*Assignment*. Once the images are set aside, print the remaining lines below exactly.

*Exercise input*.
===============
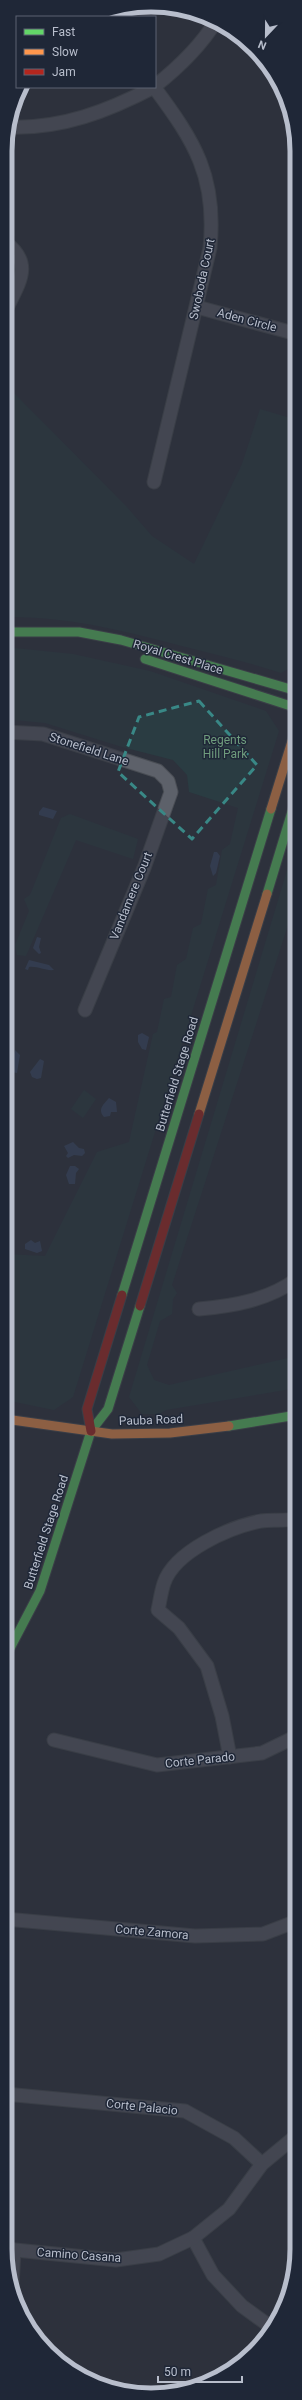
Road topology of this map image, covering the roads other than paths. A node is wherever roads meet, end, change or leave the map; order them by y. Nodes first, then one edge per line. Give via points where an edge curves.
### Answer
1 (212, 26) edge
2 (156, 85) edge
3 (152, 88) edge
4 (155, 88) edge
5 (15, 126) edge
6 (12, 247) edge
7 (12, 297) edge
8 (197, 307) junction
9 (290, 332) edge
10 (154, 482) dead end
11 (12, 632) edge
12 (51, 634) junction
13 (72, 642) dead end
14 (136, 656) dead end
15 (290, 689) edge
16 (290, 706) edge
17 (12, 732) edge
18 (290, 748) edge
19 (168, 781) joint
20 (290, 818) edge
21 (85, 1010) dead end
22 (290, 1283) edge
23 (199, 1309) dead end
24 (290, 1416) edge
25 (12, 1420) edge
26 (91, 1432) junction
27 (290, 1520) edge
28 (12, 1644) edge
29 (290, 1739) edge
30 (54, 1740) dead end
31 (230, 1757) junction
32 (12, 1920) edge
33 (290, 1924) edge
34 (12, 2095) edge
35 (290, 2141) edge
36 (262, 2164) junction
37 (194, 2238) junction
38 (12, 2249) edge
39 (267, 2324) edge

1 - 2 street via 181,65
3 - 5 street via 123,103 62,124
4 - 8 street, Swoboda Court via 193,143 206,174 212,225 210,248
6 - 7 street via 17,251 22,262 20,279
8 - 9 street, Aden Circle
8 - 10 street, Swoboda Court
11 - 12 main road, Royal Crest Place
12 - 13 main road, Royal Crest Place
12 - 15 main road, Royal Crest Place via 79,632 121,640
14 - 16 main road, Royal Crest Place
17 - 19 street, Stonefield Lane via 43,734 158,771
18 - 26 main road, Butterfield Stage Road via 87,1409
19 - 21 street, Vandamere Court via 171,792 144,868
20 - 26 main road, Butterfield Stage Road via 108,1409
22 - 23 street via 256,1299 228,1306
24 - 26 main road, Pauba Road via 181,1432
25 - 26 main road, Pauba Road
26 - 28 main road, Butterfield Stage Road via 40,1590
27 - 31 street via 261,1521 219,1534 184,1556 164,1582 158,1610 179,1628 207,1666 222,1716
29 - 31 street, Corte Parado via 262,1753
30 - 31 street, Corte Parado via 157,1765
32 - 33 street, Corte Zamora via 195,1936 263,1934
34 - 36 street, Corte Palacio via 185,2111 234,2138
35 - 36 street, Camino Casana
36 - 37 street, Camino Casana via 229,2209
37 - 38 street, Camino Casana via 159,2254 116,2260
37 - 39 street via 213,2275 242,2306

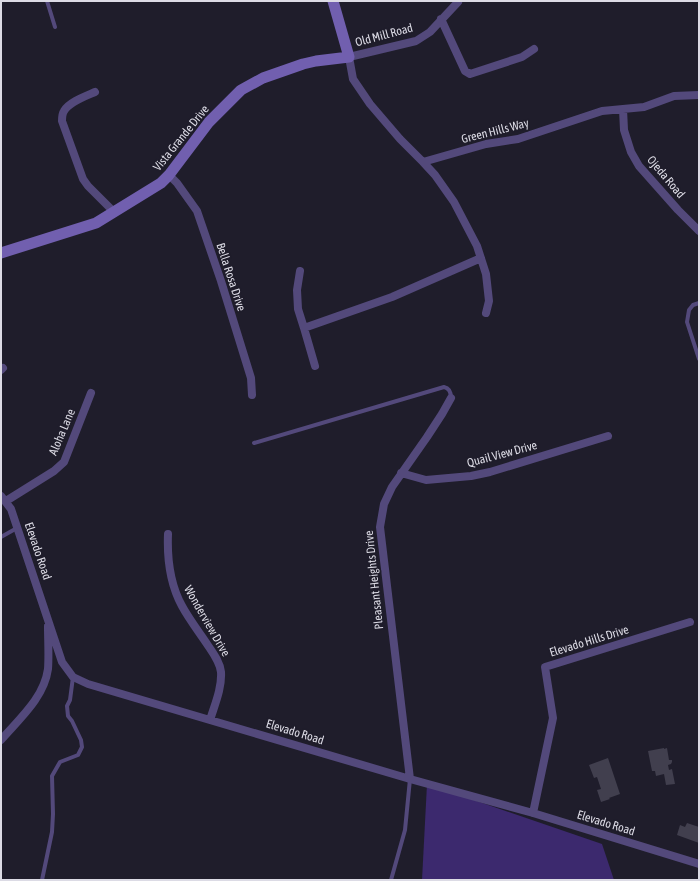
===============
*Result*.
Road topology of this map image, covering the roads other than paths. A node is wherever roads meet, end, change or leave the map; order them by y. Nodes first, then one edge per line. Give via points where an edge curves.
### Answer
1 (212, 26) edge
2 (156, 85) edge
3 (152, 88) edge
4 (155, 88) edge
5 (15, 126) edge
6 (12, 247) edge
7 (12, 297) edge
8 (197, 307) junction
9 (290, 332) edge
10 (154, 482) dead end
11 (12, 632) edge
12 (51, 634) junction
13 (72, 642) dead end
14 (136, 656) dead end
15 (290, 689) edge
16 (290, 706) edge
17 (12, 732) edge
18 (290, 748) edge
19 (168, 781) joint
20 (290, 818) edge
21 (85, 1010) dead end
22 (290, 1283) edge
23 (199, 1309) dead end
24 (290, 1416) edge
25 (12, 1420) edge
26 (91, 1432) junction
27 (290, 1520) edge
28 (12, 1644) edge
29 (290, 1739) edge
30 (54, 1740) dead end
31 (230, 1757) junction
32 (12, 1920) edge
33 (290, 1924) edge
34 (12, 2095) edge
35 (290, 2141) edge
36 (262, 2164) junction
37 (194, 2238) junction
38 (12, 2249) edge
39 (267, 2324) edge

1 - 2 street via 181,65
3 - 5 street via 123,103 62,124
4 - 8 street, Swoboda Court via 193,143 206,174 212,225 210,248
6 - 7 street via 17,251 22,262 20,279
8 - 9 street, Aden Circle
8 - 10 street, Swoboda Court
11 - 12 main road, Royal Crest Place
12 - 13 main road, Royal Crest Place
12 - 15 main road, Royal Crest Place via 79,632 121,640
14 - 16 main road, Royal Crest Place
17 - 19 street, Stonefield Lane via 43,734 158,771
18 - 26 main road, Butterfield Stage Road via 87,1409
19 - 21 street, Vandamere Court via 171,792 144,868
20 - 26 main road, Butterfield Stage Road via 108,1409
22 - 23 street via 256,1299 228,1306
24 - 26 main road, Pauba Road via 181,1432
25 - 26 main road, Pauba Road
26 - 28 main road, Butterfield Stage Road via 40,1590
27 - 31 street via 261,1521 219,1534 184,1556 164,1582 158,1610 179,1628 207,1666 222,1716
29 - 31 street, Corte Parado via 262,1753
30 - 31 street, Corte Parado via 157,1765
32 - 33 street, Corte Zamora via 195,1936 263,1934
34 - 36 street, Corte Palacio via 185,2111 234,2138
35 - 36 street, Camino Casana
36 - 37 street, Camino Casana via 229,2209
37 - 38 street, Camino Casana via 159,2254 116,2260
37 - 39 street via 213,2275 242,2306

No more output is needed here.